50 Jahre gibt es das Senioren- und Pflegeheim Sankt Elisabeth. Für Ralf Grosch, Heimleiter von Burkarduswohnpark und Sankt Elisabeth, ist das nicht nur ein Grund, auf die Vergangenheit des Hauses zu schauen, sondern auch darauf, wie sich die Einrichtung weiterentwickelt. Denn: "Es wird weitere Umbauten geben, aber über ungelegte Eier soll man nicht sprechen", erklärte Grosch.

Wann die Geschichte des Hauses genau begann, lässt sich nur schwer definieren. Mit Blick auf die Geschichte der Kongregation der Elisabethinerinnen könnte die Geschichte schon 1947 in Breslau, dem früheren Stammsitz der katholischen Schwestern begonnen haben. Fakt jedoch ist, dass die Schwestern 1962 das alte Bürgerspital übernommen haben, das bis dahin von der Hohmann-Hemmerichschen Bürgerspitalstiftung als Altenheim mit 13 Plätzen geführt worden war.
Die Kongregation übernahm nicht nur die Aufgaben und das bestehende Haus, sondern auch ein 6000 Quadratmeter großes Grundstück, auf dem heute - zwischen Salinen- und Hemmerichstraße - das Alten- und Pflegeheim Sankt Elisabeth steht.

Rund 20 Jahre nach Übernahme durch den Orden entstand in den Jahren 1984/85 ein neuer Gebäudekomplex.

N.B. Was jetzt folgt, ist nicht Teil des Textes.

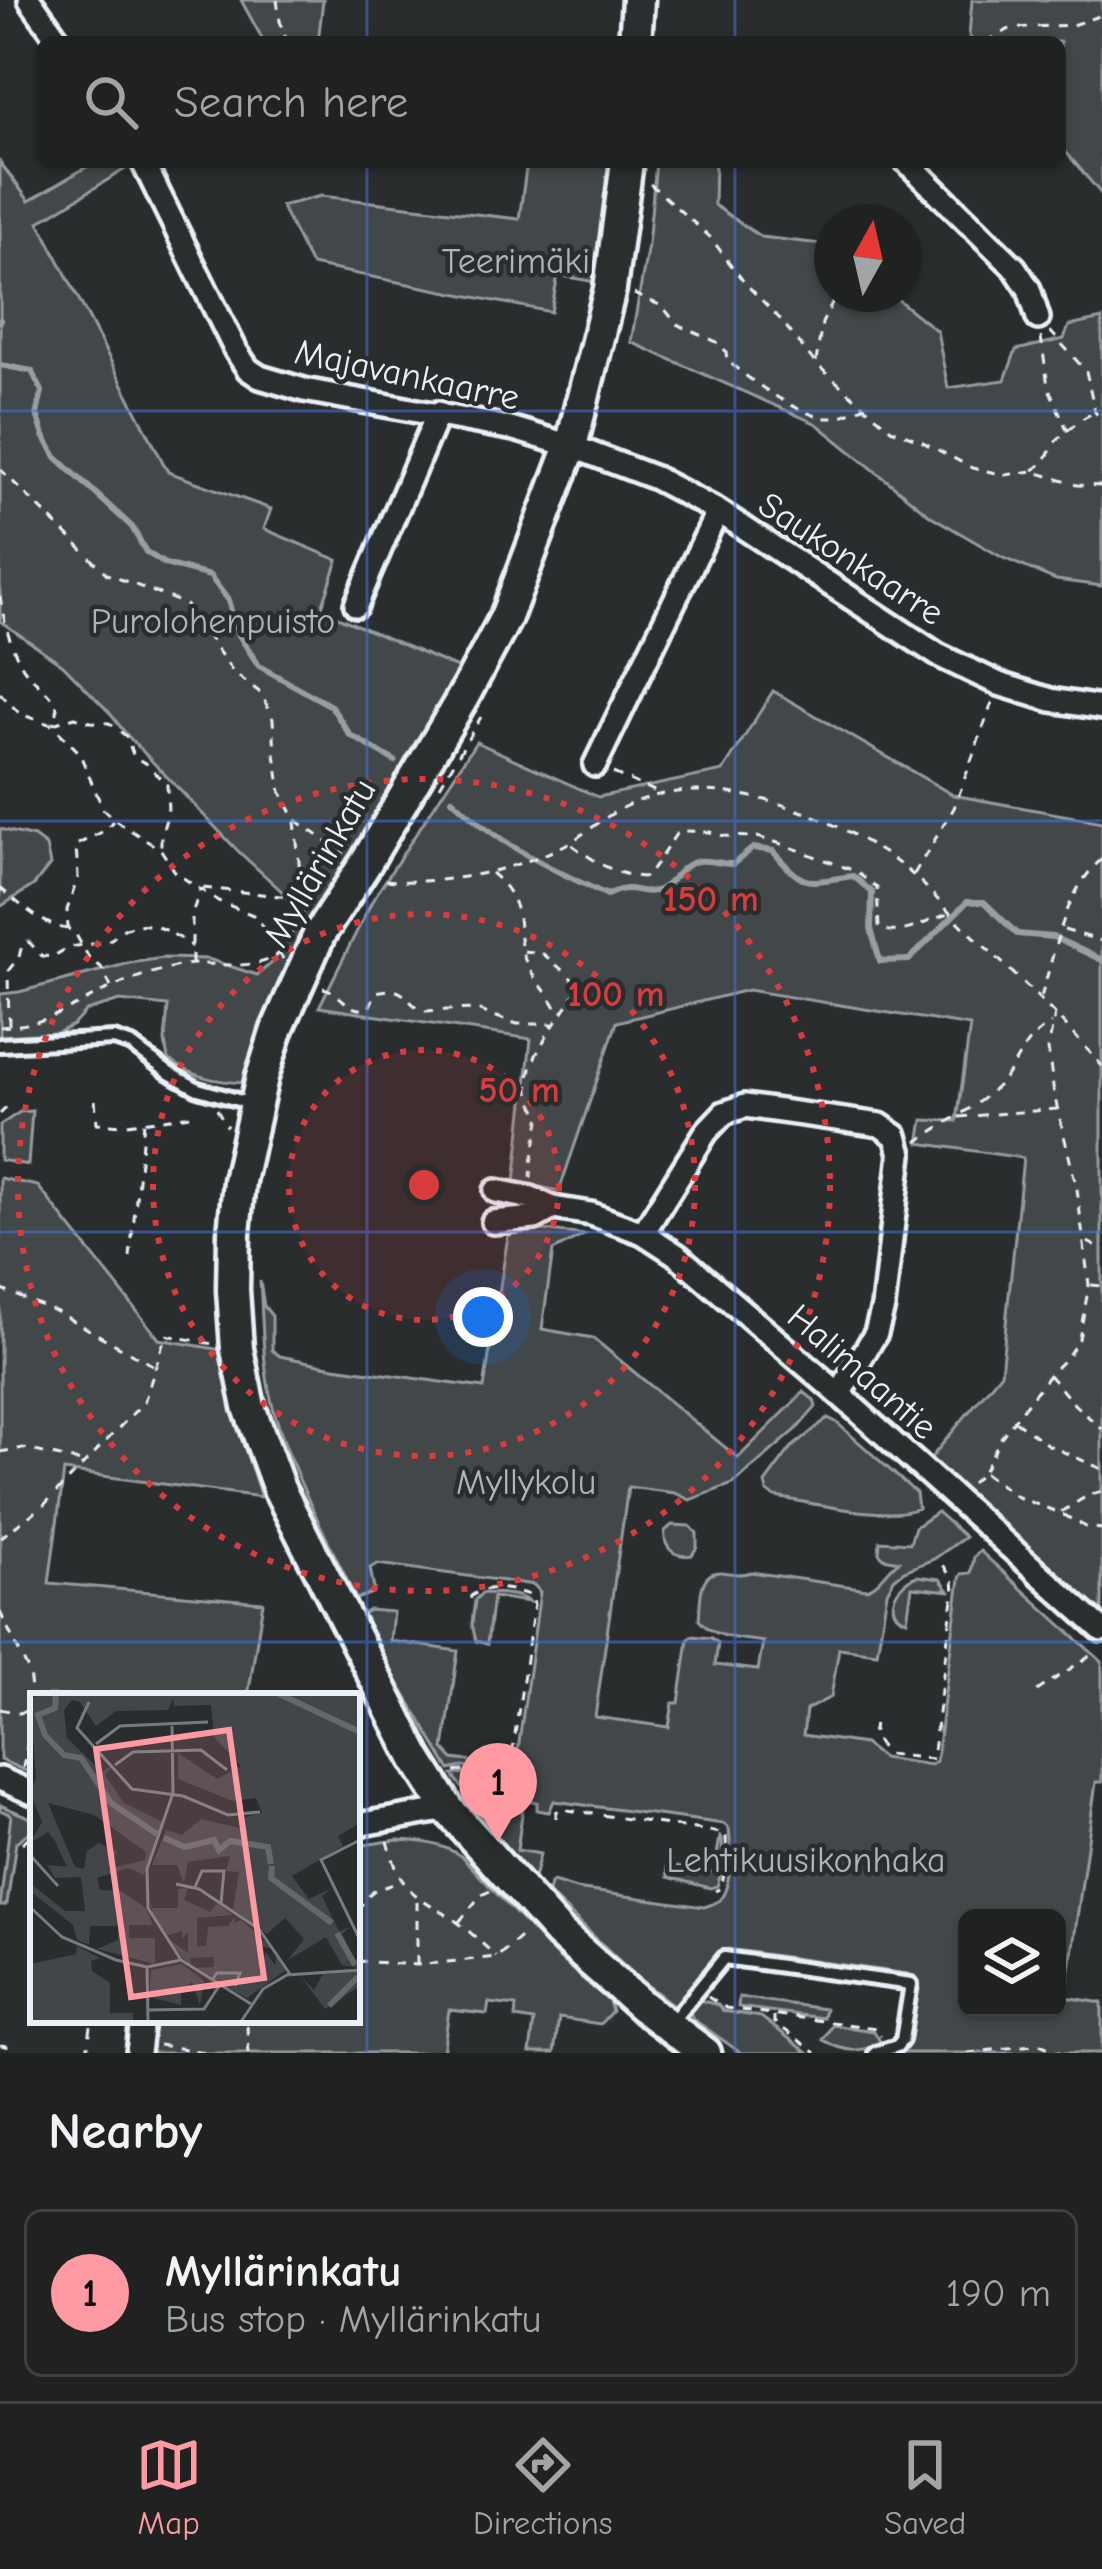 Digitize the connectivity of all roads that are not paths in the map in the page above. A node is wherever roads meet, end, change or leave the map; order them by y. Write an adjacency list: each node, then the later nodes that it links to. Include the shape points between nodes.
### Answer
1 (30, 0): 3 (street)
2 (638, 0): 4 (street)
3 (56, 36)
4 (635, 36)
5 (146, 168): 9 (street, Majavankaarre, via 248,369 304,390)
6 (625, 168): 10 (street, Myllärinkatu, via 610,289)
7 (913, 168): 8 (street, via 1015,268)
8 (1038, 318)
9 (438, 413): 10 (street, Majavankaarre); 12 (street)
10 (571, 446): 11 (street, Saukonkaarre); 16 (street, Myllärinkatu, via 506,616 298,974)
11 (718, 511): 13 (street, Saukonkaarre, via 938,655 999,684); 14 (street)
12 (356, 605)
13 (1102, 708)
14 (595, 765)
15 (0, 1045): 16 (lane, via 114,1039 198,1089)
16 (256, 1105): 23 (street, Myllärinkatu, via 234,1233 237,1349 249,1407 279,1489)
17 (496, 1191): 18 (street, Halimaantie)
18 (553, 1208): 19 (street, Halimaantie); 20 (street, Halimaantie)
19 (493, 1222)
20 (643, 1233): 21 (street, Halimaantie); 21 (street, via 724,1113 745,1106 880,1125 896,1136 901,1154 883,1307)
21 (839, 1394): 22 (street, Halimaantie)
22 (1101, 1645)
23 (448, 1809): 24 (street); 26 (street, Myllärinkatu, via 605,1975)
24 (360, 1825)
25 (679, 2013): 27 (lane, via 724,1958 910,1984 902,2040)
26 (705, 2053)
27 (875, 2053) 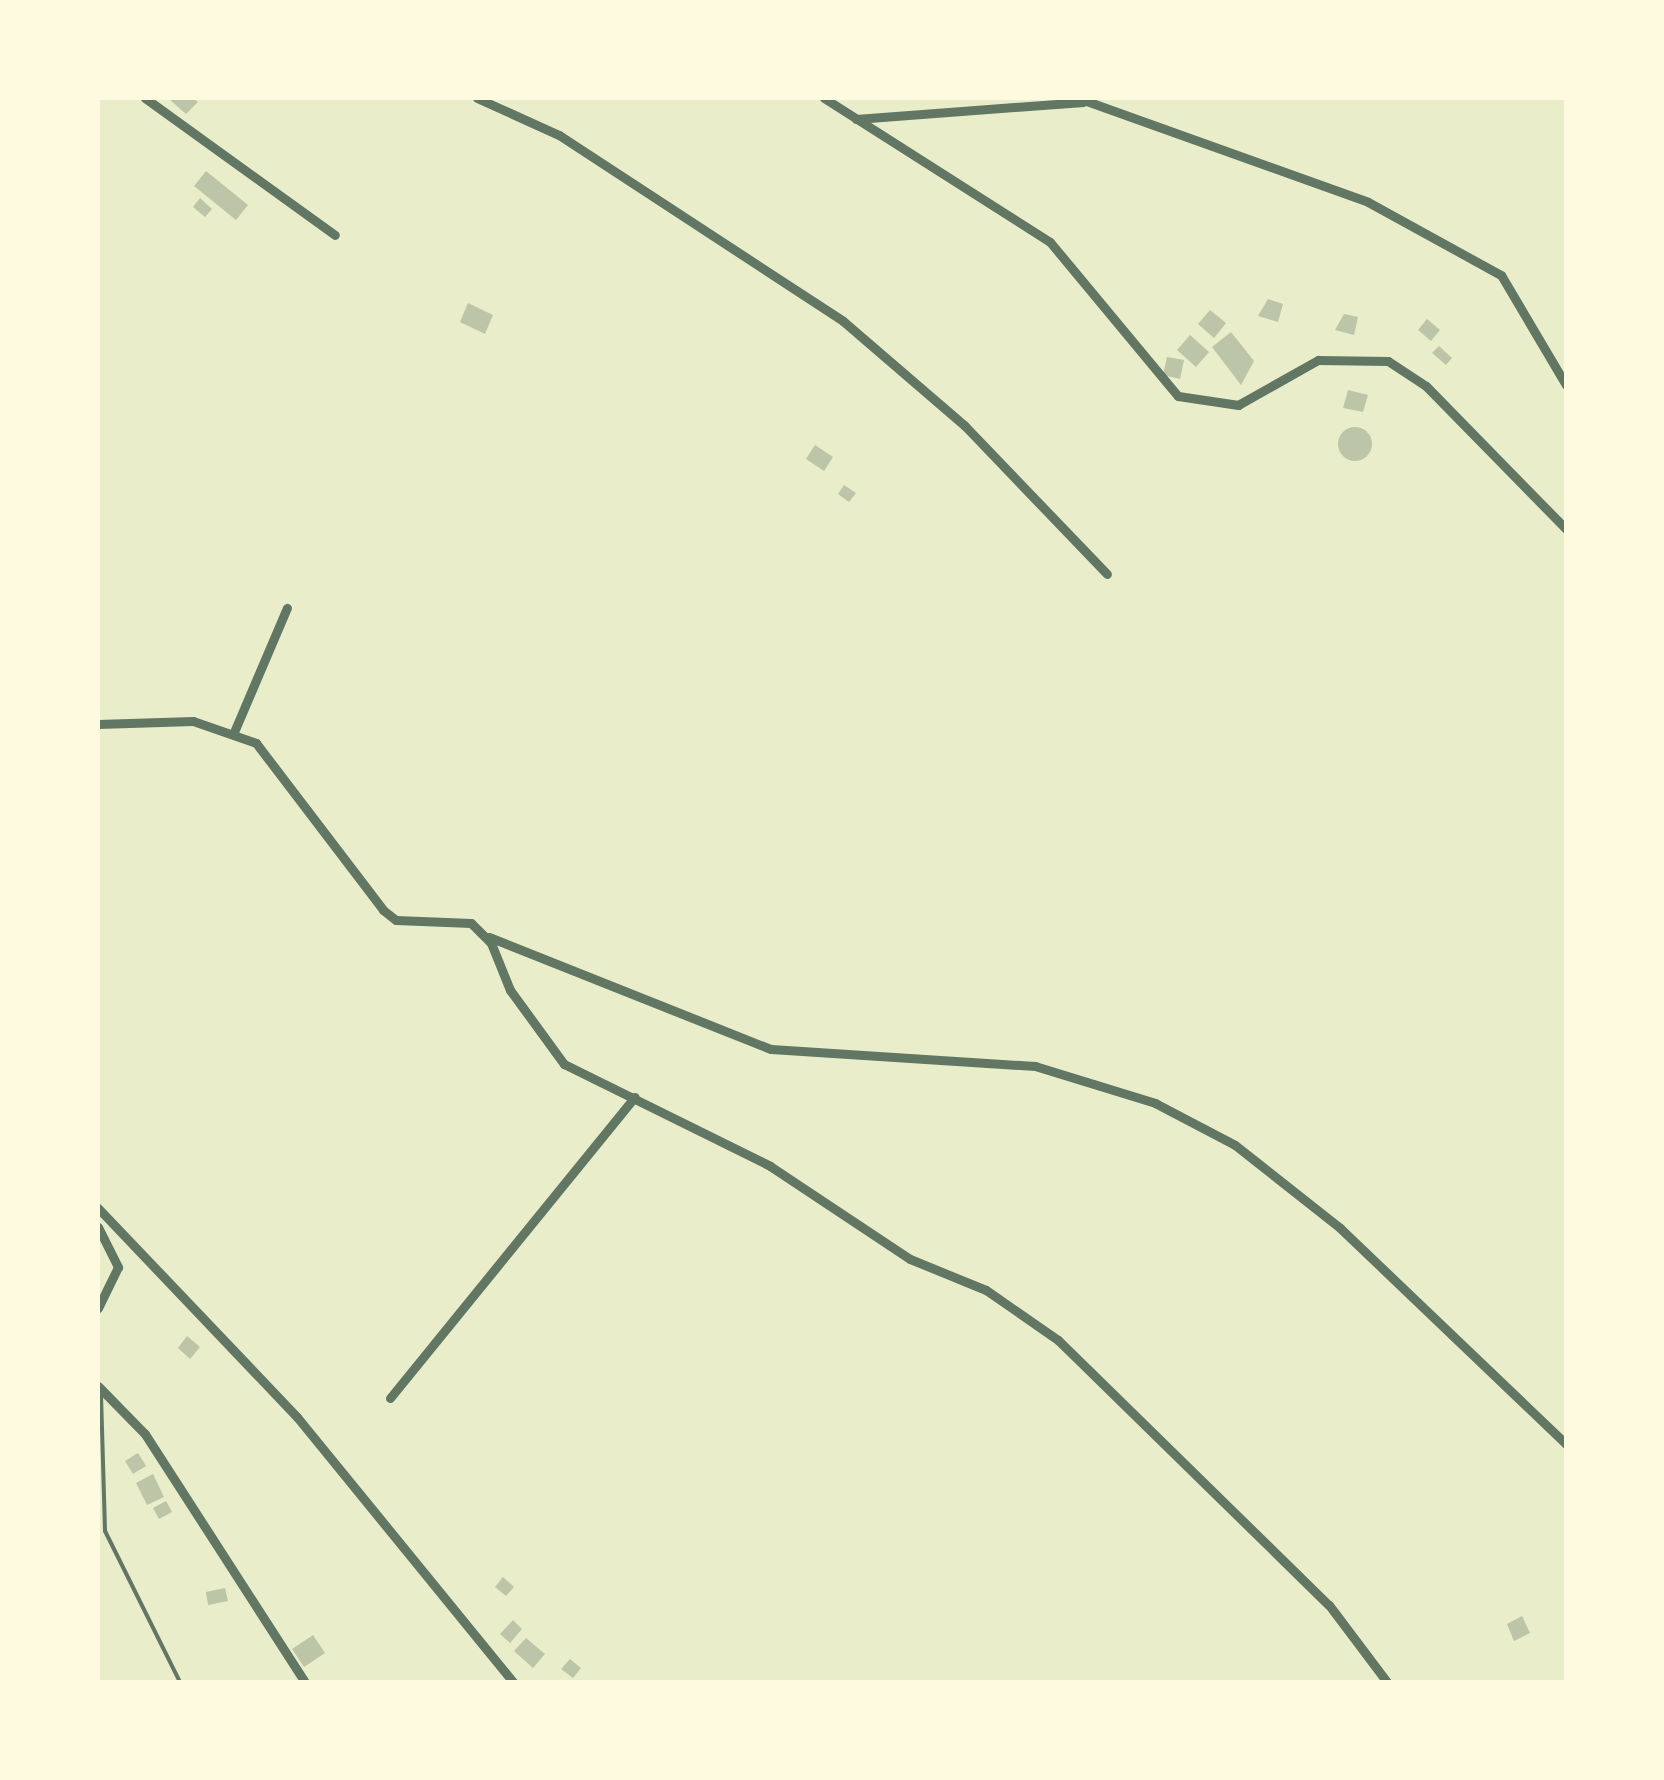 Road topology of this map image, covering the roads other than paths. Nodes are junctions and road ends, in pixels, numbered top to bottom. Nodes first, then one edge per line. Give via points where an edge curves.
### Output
1 (146, 98) edge
2 (477, 98) edge
3 (824, 98) edge
4 (1082, 100) edge
5 (856, 119) junction
6 (335, 235) dead end
7 (1566, 385) edge
8 (1566, 529) edge
9 (1106, 574) dead end
10 (287, 608) dead end
11 (98, 724) edge
12 (234, 732) junction
13 (482, 934) junction
14 (635, 1097) junction
15 (98, 1208) edge
16 (98, 1226) edge
17 (98, 1308) edge
18 (99, 1388) edge
19 (390, 1398) dead end
20 (1566, 1444) edge
21 (180, 1682) edge
22 (305, 1682) edge
23 (513, 1682) edge
24 (1387, 1682) edge

1 - 6 street
2 - 9 street via 559,134 843,321 954,415
3 - 5 street
4 - 5 street
4 - 7 street via 1368,202 1501,275
5 - 8 street via 1050,242 1178,396 1238,405 1318,360 1388,361 1426,386
10 - 12 street
11 - 12 street via 193,721
12 - 13 street via 286,771 383,910 396,920 471,923
13 - 14 street via 564,1064
13 - 20 street via 770,1049 1035,1066 1155,1104 1234,1145 1340,1228
14 - 19 street
14 - 24 street via 770,1166 910,1259 986,1290 1058,1340 1329,1606
15 - 23 street via 298,1418
16 - 17 street via 118,1267
18 - 21 lane via 105,1532
18 - 22 street via 145,1434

Seit damals gibt es die noch gebräuchlichen Begriffe "Neubau und Altbau" für den vorderen und hinteren Teil des Hauses. Nach weiteren 20 Jahren folgte schließlich eine weitere Renovierung, die den Neubau und einen Teil des Altbaus betraf. Dort gibt es auch "neue" Bewohnerzimmer, im vierten Stock sind alle Bewohnerzimmer neu, auch im Altbau. Fast zeitgleich mit dem Abschluss der Sanierung ging auch die Ära der Betriebsführung des Hauses durch die Elisabethinerinnen zu Ende.

Viele ehrenamtliche Helfer

Während die Immobilie von der Diözese übernommen wurde, ging die Betriebsführung der Pflegeeinrichtung auf die Caritas-Einrichtung in Würzburg über. Ralf Grosch sprach den zahlreich anwesenden Elisabethen-Schwestern für ihr Wirken seinen Dank aus. Viele Ehrenamtliche helfen in der Einrichtung, und die hauptamtlichen Mitarbeiter sind über Jahrzehnte, zum Teil "familienübergreifend" dort tätig.

Georg Sperrle, Geschäftsführer der Caritas Würzburg sagte, dass die Pflege heute eine sehr hohe Bedeutung habe. Mit geschätzten vier Millionen Pflegebedürftigen im Jahr 2050 habe man dann doppelt so viele Pflegefälle wie heute. Schon jetzt fehlten in einigen Regionen Altenpfleger. Bis zum Jahr 2025 dürfte ein Mangel von mehr als 150.000 Pflegekräfte prognostiziert werden. Sperrle ist überzeugt davon, dass Altenpfleger ein schöner, aber anspruchsvoller Beruf ist: "Eigentlich schon mehr eine Berufung als ein Beruf und schon gar kein Job.